Um funcionário da Prefeitura de Niterói foi exonerado após mulheres trans e travestis denunciarem à Polícia Civil que vinham sendo cobradas por ele, há cerca de dois anos, para exercer a prostituição em uma rua do Centro da cidade. Segundo os relatos, o homem exigia pagamentos semanais para permitir a permanência das vítimas no local.
O registro de ocorrência foi feito no dia 21 de janeiro, na Delegacia de Crimes Raciais e Delitos de Intolerância (Decradi). Dois dias depois, em 23 de janeiro, a exoneração do servidor foi publicada no Diário Oficial do município.
Em entrevista, uma das vítimas afirmou que a via já era tradicionalmente utilizada como ponto de prostituição, mas que, há cerca de dois anos, o então servidor passou a cobrar um “pedágio”, dizendo ser o “dono da rua”. De acordo com o relato, quem se recusava a pagar a taxa semanal de R$ 120 era ameaçada, coagida ou agredida. Algumas mulheres teriam sido expulsas do local e proibidas de continuar trabalhando na região.

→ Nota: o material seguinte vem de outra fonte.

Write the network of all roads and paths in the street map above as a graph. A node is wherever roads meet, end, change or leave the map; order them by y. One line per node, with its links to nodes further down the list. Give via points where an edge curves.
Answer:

Ainda segundo a denúncia, o homem afirmava ter ligação com a delegacia local para intimidar as vítimas e, em alguns casos, aumentava o valor cobrado, que podia chegar a R$ 500. As mulheres relataram episódios de intimidação com arma de fogo, envio de áudios ameaçadores e gravação de vídeos em frente à delegacia. Conforme os depoimentos, ele também frequentava o local fora dos dias de cobrança para fiscalizar quem estava trabalhando.
As vítimas relatam ainda agressões físicas, incluindo ameaças com arma de fogo e casos de estrangulamento contra mulheres que não efetuaram o pagamento. Em um áudio atribuído ao acusado, ele afirma: “Eu só quero que você pague a rua, tá todo mundo pagando. Se tá ruim para você, amanhã você não desce mais”.

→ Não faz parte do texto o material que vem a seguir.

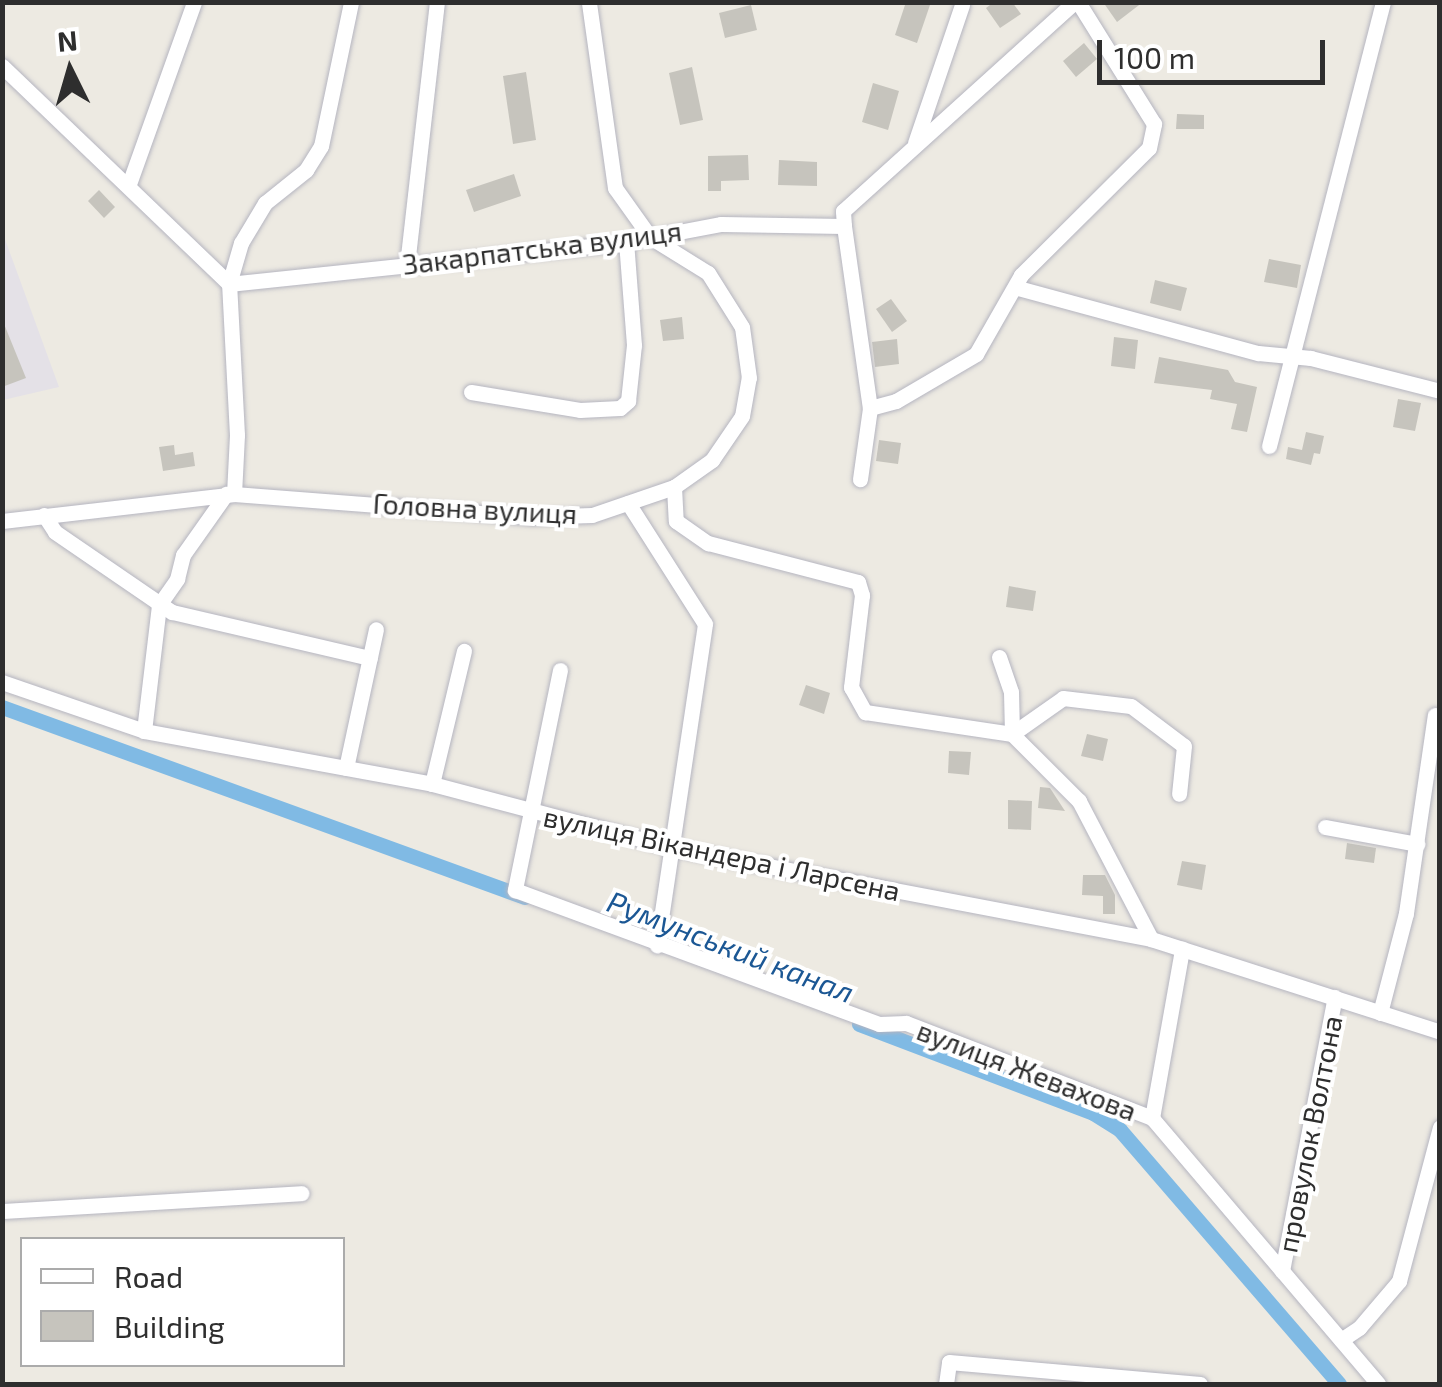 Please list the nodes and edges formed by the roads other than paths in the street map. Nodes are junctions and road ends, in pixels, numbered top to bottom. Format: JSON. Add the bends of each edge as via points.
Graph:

O caso está sendo acompanhado pela vereadora Benny Briolly, que encaminhou a denúncia ao Ministério Público e comunicou formalmente a Prefeitura de Niterói. Segundo a parlamentar, também está sendo solicitado apoio psicológico e financeiro às vítimas. “O processo de denúncia é extremamente doloroso, pois lidamos com vítimas de muita crueldade. Muitas dessas mulheres precisarão deixar de trabalhar, e é fundamental garantir segurança alimentar e assistência”, declarou.
Benny Briolly destacou ainda a necessidade de humanização no atendimento às vítimas. “Essas mulheres não estão ali por escolha, mas por sobrevivência, em um sistema que historicamente as exclui do mercado formal de trabalho”, afirmou.

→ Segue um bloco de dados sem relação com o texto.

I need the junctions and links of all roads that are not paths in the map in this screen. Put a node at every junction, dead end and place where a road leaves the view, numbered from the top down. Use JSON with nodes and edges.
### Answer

O artigo 230 do Código Penal brasileiro prevê pena de um a quatro anos de prisão e multa para quem tira proveito da prostituição alheia. A punição pode aumentar para dois a oito anos de reclusão se o crime for cometido com violência, grave ameaça, fraude ou qualquer meio que dificulte a livre manifestação da vontade da vítima.
Em nota, a Prefeitura de Niterói informou que o ex-funcionário foi exonerado por decisão administrativa do cargo de encarregado na Administração Regional da Ponta da Areia. Segundo o município, ele havia sido nomeado em 10 de fevereiro de 2025.
Já a Polícia Civil informou que o caso foi registrado na Decradi e encaminhado para a 76ª Delegacia de Polícia, em Niterói. As vítimas e os envolvidos já foram ouvidos, documentos estão sendo analisados e outras diligências seguem em andamento para o completo esclarecimento dos fatos.